- _SOURCE MATERIAL_
═══

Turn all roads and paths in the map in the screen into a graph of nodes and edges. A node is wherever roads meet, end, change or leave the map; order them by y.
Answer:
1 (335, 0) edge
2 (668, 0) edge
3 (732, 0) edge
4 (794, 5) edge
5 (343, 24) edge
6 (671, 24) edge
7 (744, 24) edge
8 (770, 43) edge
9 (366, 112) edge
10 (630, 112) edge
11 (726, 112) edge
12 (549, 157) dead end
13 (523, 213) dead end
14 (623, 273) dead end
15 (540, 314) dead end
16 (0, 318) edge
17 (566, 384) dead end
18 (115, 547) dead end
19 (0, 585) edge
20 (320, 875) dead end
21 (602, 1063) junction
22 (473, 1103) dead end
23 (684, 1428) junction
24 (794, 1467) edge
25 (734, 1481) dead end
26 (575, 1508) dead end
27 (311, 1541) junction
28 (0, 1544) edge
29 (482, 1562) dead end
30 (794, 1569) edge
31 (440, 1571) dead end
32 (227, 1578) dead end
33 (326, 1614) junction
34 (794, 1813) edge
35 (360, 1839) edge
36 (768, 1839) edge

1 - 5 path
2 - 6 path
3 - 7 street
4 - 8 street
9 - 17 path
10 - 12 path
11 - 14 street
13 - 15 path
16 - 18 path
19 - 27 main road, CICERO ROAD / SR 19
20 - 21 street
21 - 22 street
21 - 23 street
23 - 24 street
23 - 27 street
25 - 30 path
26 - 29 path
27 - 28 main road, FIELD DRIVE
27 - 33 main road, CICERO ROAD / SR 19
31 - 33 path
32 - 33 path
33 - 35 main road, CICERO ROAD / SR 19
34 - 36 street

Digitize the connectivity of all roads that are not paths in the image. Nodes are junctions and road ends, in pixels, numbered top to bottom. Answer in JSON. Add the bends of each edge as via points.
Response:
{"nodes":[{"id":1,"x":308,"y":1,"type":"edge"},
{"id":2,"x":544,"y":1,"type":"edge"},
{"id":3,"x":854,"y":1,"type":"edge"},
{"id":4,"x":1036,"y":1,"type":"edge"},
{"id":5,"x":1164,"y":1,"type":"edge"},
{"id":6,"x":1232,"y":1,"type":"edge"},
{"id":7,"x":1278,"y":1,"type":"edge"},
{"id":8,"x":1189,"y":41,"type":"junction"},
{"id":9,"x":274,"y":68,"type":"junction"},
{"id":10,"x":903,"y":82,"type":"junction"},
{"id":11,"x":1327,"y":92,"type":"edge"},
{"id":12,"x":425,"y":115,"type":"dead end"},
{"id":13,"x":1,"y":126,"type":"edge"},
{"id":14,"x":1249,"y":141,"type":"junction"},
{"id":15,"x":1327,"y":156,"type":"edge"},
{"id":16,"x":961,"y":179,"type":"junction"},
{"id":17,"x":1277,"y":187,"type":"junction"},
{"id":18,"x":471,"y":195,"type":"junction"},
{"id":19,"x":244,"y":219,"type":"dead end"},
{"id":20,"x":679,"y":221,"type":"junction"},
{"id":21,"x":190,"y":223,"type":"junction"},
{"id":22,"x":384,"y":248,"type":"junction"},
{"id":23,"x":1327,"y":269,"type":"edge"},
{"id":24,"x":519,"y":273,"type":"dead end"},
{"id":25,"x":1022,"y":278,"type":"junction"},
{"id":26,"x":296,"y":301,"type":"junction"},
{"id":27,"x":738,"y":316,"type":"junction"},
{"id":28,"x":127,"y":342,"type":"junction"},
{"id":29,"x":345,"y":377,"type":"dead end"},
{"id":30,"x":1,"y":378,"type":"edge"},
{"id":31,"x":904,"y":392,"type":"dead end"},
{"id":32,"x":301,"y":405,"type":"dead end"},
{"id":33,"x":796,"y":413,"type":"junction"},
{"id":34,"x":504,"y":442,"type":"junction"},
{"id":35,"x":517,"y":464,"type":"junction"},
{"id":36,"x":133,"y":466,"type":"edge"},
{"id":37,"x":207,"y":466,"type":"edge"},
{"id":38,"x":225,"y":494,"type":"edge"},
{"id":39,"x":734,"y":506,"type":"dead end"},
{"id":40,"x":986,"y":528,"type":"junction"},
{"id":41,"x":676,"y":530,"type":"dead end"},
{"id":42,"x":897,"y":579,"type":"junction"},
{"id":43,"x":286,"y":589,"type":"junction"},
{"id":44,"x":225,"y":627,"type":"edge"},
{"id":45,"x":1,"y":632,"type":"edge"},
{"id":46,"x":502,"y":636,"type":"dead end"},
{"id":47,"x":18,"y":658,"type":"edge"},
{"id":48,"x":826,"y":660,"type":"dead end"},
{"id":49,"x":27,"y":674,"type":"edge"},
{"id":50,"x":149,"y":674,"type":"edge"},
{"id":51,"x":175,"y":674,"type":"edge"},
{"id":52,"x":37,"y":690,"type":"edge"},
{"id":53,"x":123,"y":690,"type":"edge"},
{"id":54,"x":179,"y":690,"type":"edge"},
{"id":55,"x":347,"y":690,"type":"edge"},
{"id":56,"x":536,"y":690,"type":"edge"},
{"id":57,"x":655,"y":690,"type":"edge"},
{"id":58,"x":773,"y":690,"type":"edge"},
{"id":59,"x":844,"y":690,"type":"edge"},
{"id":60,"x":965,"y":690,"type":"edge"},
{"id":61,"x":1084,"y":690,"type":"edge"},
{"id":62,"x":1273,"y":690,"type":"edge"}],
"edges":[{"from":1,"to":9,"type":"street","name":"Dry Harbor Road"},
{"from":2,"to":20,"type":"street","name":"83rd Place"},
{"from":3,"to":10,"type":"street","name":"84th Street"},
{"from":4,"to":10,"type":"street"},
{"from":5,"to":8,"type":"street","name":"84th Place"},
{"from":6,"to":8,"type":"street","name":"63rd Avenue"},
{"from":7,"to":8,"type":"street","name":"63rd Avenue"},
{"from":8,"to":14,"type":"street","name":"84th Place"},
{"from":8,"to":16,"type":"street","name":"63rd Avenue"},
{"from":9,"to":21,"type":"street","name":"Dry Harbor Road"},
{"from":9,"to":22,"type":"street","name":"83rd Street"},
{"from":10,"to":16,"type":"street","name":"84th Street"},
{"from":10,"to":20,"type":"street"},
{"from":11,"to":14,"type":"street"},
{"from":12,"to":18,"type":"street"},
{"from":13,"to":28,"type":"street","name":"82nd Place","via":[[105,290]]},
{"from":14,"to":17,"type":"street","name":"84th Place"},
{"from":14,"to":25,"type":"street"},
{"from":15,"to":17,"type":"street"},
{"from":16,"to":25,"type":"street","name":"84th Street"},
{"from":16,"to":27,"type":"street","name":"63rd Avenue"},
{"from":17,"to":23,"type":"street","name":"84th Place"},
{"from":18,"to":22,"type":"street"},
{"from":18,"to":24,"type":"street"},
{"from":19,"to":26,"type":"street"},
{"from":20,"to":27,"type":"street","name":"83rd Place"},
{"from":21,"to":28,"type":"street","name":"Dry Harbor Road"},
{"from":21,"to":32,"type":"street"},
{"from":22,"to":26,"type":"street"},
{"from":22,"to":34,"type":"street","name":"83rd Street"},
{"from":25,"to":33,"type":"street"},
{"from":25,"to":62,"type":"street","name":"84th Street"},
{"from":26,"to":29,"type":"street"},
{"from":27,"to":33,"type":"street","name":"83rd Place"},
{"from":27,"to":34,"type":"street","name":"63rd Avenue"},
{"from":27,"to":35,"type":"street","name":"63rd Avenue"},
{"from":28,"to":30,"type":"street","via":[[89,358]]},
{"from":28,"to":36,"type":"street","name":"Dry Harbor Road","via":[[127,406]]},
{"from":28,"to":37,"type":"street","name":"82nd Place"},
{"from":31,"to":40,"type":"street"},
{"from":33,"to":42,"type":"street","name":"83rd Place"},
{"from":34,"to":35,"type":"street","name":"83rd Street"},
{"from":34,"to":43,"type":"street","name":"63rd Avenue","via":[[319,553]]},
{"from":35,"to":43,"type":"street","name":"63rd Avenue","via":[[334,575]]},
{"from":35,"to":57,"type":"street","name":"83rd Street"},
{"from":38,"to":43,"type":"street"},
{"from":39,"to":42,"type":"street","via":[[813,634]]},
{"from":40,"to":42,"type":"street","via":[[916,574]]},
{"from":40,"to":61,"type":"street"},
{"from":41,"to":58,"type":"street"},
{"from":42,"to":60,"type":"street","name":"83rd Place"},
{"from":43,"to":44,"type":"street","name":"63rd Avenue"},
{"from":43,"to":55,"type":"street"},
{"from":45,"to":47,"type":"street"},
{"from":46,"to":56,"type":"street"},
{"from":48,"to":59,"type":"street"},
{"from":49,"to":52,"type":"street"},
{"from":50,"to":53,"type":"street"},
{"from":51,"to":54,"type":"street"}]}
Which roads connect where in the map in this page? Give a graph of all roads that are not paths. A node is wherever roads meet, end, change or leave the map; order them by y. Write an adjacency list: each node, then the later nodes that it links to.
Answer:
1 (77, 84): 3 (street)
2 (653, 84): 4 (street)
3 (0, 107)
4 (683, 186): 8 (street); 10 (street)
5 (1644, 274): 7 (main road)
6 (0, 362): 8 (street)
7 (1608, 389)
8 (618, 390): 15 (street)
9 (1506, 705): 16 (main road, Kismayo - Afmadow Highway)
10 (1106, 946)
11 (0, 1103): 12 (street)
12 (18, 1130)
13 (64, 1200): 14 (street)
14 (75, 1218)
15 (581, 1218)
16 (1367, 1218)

═══

- _TASK DETAILS_
Set down exactly the line that holds "Which roads connect" and all lines after it to the end of the data.

- _ANSWER FOR THIS EXERCISE_
Which roads connect where in the map in this page? Give a graph of all roads that are not paths. A node is wherever roads meet, end, change or leave the map; order them by y. Write an adjacency list: each node, then the later nodes that it links to.
Answer:
1 (77, 84): 3 (street)
2 (653, 84): 4 (street)
3 (0, 107)
4 (683, 186): 8 (street); 10 (street)
5 (1644, 274): 7 (main road)
6 (0, 362): 8 (street)
7 (1608, 389)
8 (618, 390): 15 (street)
9 (1506, 705): 16 (main road, Kismayo - Afmadow Highway)
10 (1106, 946)
11 (0, 1103): 12 (street)
12 (18, 1130)
13 (64, 1200): 14 (street)
14 (75, 1218)
15 (581, 1218)
16 (1367, 1218)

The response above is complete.